In the West Country, look and listen for them along the River Parrett Trail in Somerset, which runs west of Langport towards Burrowbridge. You may also see them at the Wildfowl & Wetlands Trust Reserve at Slimbridge in Gloucestershire

Cranes can also be seen in Yorkshire at Natural England’s Humberhead Peatlands National Nature Reserve.

Common / Eurasian crane Grus grus, three ten week old chicks, captive reared by the Great Crane Project, learning to fly in outdoor enclosure, running and wingflapping to take off briefly, WWT Slimbridge, Gloucestershire, UK, July 2011

A helping hand

Since 2010, numbers have been boosted by the Great Crane Project – a partnership between the RSPB, the Wildfowl and Wetlands Trust (WWT) and the Pensthorpe Conservation Trust.

They set about carefully hand-rearing young birds at Slimbridge in Gloucestershire – and 93 of these were then released on to the Somerset Levels and moors over a five-year period.

They also had to make sure there was somewhere for the chicks to make a home – so they worked to create more suitable wetland habitats for the birds.

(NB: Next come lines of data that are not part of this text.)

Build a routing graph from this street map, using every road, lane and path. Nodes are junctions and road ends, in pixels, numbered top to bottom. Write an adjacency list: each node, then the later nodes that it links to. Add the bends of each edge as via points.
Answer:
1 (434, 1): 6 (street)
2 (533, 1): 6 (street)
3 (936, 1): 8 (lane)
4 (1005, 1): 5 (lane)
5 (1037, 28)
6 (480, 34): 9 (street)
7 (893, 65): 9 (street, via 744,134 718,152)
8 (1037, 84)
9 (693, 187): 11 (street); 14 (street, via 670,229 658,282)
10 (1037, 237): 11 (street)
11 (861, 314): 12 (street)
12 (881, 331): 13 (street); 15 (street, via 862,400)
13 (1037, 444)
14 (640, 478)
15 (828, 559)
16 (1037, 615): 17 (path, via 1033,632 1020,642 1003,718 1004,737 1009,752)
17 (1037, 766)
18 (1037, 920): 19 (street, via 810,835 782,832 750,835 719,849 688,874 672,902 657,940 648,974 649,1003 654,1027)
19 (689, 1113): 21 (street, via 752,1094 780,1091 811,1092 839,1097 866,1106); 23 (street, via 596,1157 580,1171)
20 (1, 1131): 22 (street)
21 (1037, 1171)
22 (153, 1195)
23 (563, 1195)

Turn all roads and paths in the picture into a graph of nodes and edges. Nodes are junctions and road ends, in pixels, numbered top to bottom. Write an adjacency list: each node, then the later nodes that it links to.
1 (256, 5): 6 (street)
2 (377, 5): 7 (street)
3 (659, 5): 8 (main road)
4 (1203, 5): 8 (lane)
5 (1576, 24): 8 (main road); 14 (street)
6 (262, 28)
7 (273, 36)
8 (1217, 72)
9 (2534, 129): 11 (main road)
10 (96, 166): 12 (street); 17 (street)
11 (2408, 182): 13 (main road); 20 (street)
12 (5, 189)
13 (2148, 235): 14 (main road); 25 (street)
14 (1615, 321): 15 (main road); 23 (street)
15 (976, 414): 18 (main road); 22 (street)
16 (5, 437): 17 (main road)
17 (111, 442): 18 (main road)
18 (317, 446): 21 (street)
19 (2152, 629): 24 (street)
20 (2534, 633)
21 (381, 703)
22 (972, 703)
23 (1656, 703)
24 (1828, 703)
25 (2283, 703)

“The cranes adapted to life in the wild more successfully that anyone predicted,” says WWT head of conservation action Baz Hughes.

Damon Bridge, chair of the UK Crane Working Group, added: “To see them starting to spread back across the country after all this time is just brilliant - and a true reflection of how important the UK’s wetland habitats are to cranes as well as the many other species they support.”

On cranes

• The common crane is mainly grey with long legs, a long neck and drooping, curved tail feathers.

• It has a wingspan of between 220cm and 245cm.

• Cranes may weigh up to 7kg.

• Their diet comprises seeds, roots, insects, snails and worms.